» **Record set**:
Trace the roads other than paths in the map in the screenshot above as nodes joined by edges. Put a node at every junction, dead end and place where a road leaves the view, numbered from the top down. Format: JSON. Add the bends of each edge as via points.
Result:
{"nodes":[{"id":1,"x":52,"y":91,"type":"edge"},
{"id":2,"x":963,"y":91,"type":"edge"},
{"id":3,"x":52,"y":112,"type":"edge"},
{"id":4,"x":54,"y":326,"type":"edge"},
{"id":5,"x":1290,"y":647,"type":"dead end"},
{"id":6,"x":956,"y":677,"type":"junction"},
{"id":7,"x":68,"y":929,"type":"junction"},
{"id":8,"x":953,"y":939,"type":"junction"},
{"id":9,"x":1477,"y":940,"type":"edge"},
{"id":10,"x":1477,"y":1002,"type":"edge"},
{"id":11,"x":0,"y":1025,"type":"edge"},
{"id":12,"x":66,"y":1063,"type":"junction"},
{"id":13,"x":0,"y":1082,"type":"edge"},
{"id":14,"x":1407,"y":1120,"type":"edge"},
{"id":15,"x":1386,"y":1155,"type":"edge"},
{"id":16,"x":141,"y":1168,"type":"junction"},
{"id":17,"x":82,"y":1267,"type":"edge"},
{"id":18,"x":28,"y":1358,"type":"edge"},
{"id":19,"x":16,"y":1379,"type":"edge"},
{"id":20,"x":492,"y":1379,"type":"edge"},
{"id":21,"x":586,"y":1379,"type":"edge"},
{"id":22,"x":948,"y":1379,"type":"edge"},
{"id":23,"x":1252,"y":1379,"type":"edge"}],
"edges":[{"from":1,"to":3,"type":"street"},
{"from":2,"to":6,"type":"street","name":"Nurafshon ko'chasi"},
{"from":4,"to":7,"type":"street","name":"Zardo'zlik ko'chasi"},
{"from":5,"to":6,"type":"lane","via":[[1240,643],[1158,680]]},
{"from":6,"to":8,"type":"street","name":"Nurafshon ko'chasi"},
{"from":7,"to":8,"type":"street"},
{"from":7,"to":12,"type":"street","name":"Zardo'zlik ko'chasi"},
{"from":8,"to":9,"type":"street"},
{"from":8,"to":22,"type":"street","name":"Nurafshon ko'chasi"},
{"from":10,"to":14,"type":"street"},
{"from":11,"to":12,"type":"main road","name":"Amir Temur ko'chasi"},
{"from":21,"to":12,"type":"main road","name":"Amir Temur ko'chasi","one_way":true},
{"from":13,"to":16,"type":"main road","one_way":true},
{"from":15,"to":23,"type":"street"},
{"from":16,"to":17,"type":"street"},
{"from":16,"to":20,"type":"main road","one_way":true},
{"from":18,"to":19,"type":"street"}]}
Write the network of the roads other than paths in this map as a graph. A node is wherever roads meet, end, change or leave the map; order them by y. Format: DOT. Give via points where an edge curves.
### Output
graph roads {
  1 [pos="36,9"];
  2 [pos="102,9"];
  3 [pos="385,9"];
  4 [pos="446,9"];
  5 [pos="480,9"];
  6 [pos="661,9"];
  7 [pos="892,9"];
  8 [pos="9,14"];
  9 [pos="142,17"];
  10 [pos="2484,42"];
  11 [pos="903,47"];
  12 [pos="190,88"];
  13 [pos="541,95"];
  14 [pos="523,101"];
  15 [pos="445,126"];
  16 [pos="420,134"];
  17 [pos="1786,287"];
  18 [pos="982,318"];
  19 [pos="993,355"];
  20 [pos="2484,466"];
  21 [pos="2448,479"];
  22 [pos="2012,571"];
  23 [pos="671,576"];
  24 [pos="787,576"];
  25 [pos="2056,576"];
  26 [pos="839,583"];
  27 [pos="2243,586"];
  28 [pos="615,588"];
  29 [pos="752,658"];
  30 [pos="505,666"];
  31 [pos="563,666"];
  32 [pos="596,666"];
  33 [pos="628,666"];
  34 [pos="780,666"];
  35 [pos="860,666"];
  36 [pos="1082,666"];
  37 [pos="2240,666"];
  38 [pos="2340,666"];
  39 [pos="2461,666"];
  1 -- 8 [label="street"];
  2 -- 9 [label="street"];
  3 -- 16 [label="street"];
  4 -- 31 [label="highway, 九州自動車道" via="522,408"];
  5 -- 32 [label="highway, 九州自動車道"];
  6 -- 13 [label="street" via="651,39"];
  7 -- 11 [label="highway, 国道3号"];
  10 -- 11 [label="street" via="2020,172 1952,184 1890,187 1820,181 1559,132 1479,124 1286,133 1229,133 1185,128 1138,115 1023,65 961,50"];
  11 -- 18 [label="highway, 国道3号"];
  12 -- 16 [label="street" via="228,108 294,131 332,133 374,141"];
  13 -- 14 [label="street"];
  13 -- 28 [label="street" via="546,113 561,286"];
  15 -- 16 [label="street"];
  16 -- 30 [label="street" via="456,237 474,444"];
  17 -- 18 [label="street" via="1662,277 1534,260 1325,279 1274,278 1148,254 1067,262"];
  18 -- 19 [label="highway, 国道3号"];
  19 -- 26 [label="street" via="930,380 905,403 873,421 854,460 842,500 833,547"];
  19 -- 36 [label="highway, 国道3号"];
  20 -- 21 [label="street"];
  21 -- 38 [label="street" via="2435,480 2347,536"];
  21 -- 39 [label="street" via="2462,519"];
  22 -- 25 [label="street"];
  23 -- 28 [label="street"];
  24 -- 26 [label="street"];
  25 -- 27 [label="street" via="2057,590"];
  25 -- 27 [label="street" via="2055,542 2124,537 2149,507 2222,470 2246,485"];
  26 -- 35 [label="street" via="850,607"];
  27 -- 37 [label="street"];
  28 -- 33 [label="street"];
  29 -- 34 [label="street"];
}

» **What is required**:
Could you retype every record above exactly as it appears?

» **Answer for the task**:
Trace the roads other than paths in the map in the screenshot above as nodes joined by edges. Put a node at every junction, dead end and place where a road leaves the view, numbered from the top down. Format: JSON. Add the bends of each edge as via points.
Result:
{"nodes":[{"id":1,"x":52,"y":91,"type":"edge"},
{"id":2,"x":963,"y":91,"type":"edge"},
{"id":3,"x":52,"y":112,"type":"edge"},
{"id":4,"x":54,"y":326,"type":"edge"},
{"id":5,"x":1290,"y":647,"type":"dead end"},
{"id":6,"x":956,"y":677,"type":"junction"},
{"id":7,"x":68,"y":929,"type":"junction"},
{"id":8,"x":953,"y":939,"type":"junction"},
{"id":9,"x":1477,"y":940,"type":"edge"},
{"id":10,"x":1477,"y":1002,"type":"edge"},
{"id":11,"x":0,"y":1025,"type":"edge"},
{"id":12,"x":66,"y":1063,"type":"junction"},
{"id":13,"x":0,"y":1082,"type":"edge"},
{"id":14,"x":1407,"y":1120,"type":"edge"},
{"id":15,"x":1386,"y":1155,"type":"edge"},
{"id":16,"x":141,"y":1168,"type":"junction"},
{"id":17,"x":82,"y":1267,"type":"edge"},
{"id":18,"x":28,"y":1358,"type":"edge"},
{"id":19,"x":16,"y":1379,"type":"edge"},
{"id":20,"x":492,"y":1379,"type":"edge"},
{"id":21,"x":586,"y":1379,"type":"edge"},
{"id":22,"x":948,"y":1379,"type":"edge"},
{"id":23,"x":1252,"y":1379,"type":"edge"}],
"edges":[{"from":1,"to":3,"type":"street"},
{"from":2,"to":6,"type":"street","name":"Nurafshon ko'chasi"},
{"from":4,"to":7,"type":"street","name":"Zardo'zlik ko'chasi"},
{"from":5,"to":6,"type":"lane","via":[[1240,643],[1158,680]]},
{"from":6,"to":8,"type":"street","name":"Nurafshon ko'chasi"},
{"from":7,"to":8,"type":"street"},
{"from":7,"to":12,"type":"street","name":"Zardo'zlik ko'chasi"},
{"from":8,"to":9,"type":"street"},
{"from":8,"to":22,"type":"street","name":"Nurafshon ko'chasi"},
{"from":10,"to":14,"type":"street"},
{"from":11,"to":12,"type":"main road","name":"Amir Temur ko'chasi"},
{"from":21,"to":12,"type":"main road","name":"Amir Temur ko'chasi","one_way":true},
{"from":13,"to":16,"type":"main road","one_way":true},
{"from":15,"to":23,"type":"street"},
{"from":16,"to":17,"type":"street"},
{"from":16,"to":20,"type":"main road","one_way":true},
{"from":18,"to":19,"type":"street"}]}
Write the network of the roads other than paths in this map as a graph. A node is wherever roads meet, end, change or leave the map; order them by y. Format: DOT. Give via points where an edge curves.
### Output
graph roads {
  1 [pos="36,9"];
  2 [pos="102,9"];
  3 [pos="385,9"];
  4 [pos="446,9"];
  5 [pos="480,9"];
  6 [pos="661,9"];
  7 [pos="892,9"];
  8 [pos="9,14"];
  9 [pos="142,17"];
  10 [pos="2484,42"];
  11 [pos="903,47"];
  12 [pos="190,88"];
  13 [pos="541,95"];
  14 [pos="523,101"];
  15 [pos="445,126"];
  16 [pos="420,134"];
  17 [pos="1786,287"];
  18 [pos="982,318"];
  19 [pos="993,355"];
  20 [pos="2484,466"];
  21 [pos="2448,479"];
  22 [pos="2012,571"];
  23 [pos="671,576"];
  24 [pos="787,576"];
  25 [pos="2056,576"];
  26 [pos="839,583"];
  27 [pos="2243,586"];
  28 [pos="615,588"];
  29 [pos="752,658"];
  30 [pos="505,666"];
  31 [pos="563,666"];
  32 [pos="596,666"];
  33 [pos="628,666"];
  34 [pos="780,666"];
  35 [pos="860,666"];
  36 [pos="1082,666"];
  37 [pos="2240,666"];
  38 [pos="2340,666"];
  39 [pos="2461,666"];
  1 -- 8 [label="street"];
  2 -- 9 [label="street"];
  3 -- 16 [label="street"];
  4 -- 31 [label="highway, 九州自動車道" via="522,408"];
  5 -- 32 [label="highway, 九州自動車道"];
  6 -- 13 [label="street" via="651,39"];
  7 -- 11 [label="highway, 国道3号"];
  10 -- 11 [label="street" via="2020,172 1952,184 1890,187 1820,181 1559,132 1479,124 1286,133 1229,133 1185,128 1138,115 1023,65 961,50"];
  11 -- 18 [label="highway, 国道3号"];
  12 -- 16 [label="street" via="228,108 294,131 332,133 374,141"];
  13 -- 14 [label="street"];
  13 -- 28 [label="street" via="546,113 561,286"];
  15 -- 16 [label="street"];
  16 -- 30 [label="street" via="456,237 474,444"];
  17 -- 18 [label="street" via="1662,277 1534,260 1325,279 1274,278 1148,254 1067,262"];
  18 -- 19 [label="highway, 国道3号"];
  19 -- 26 [label="street" via="930,380 905,403 873,421 854,460 842,500 833,547"];
  19 -- 36 [label="highway, 国道3号"];
  20 -- 21 [label="street"];
  21 -- 38 [label="street" via="2435,480 2347,536"];
  21 -- 39 [label="street" via="2462,519"];
  22 -- 25 [label="street"];
  23 -- 28 [label="street"];
  24 -- 26 [label="street"];
  25 -- 27 [label="street" via="2057,590"];
  25 -- 27 [label="street" via="2055,542 2124,537 2149,507 2222,470 2246,485"];
  26 -- 35 [label="street" via="850,607"];
  27 -- 37 [label="street"];
  28 -- 33 [label="street"];
  29 -- 34 [label="street"];
}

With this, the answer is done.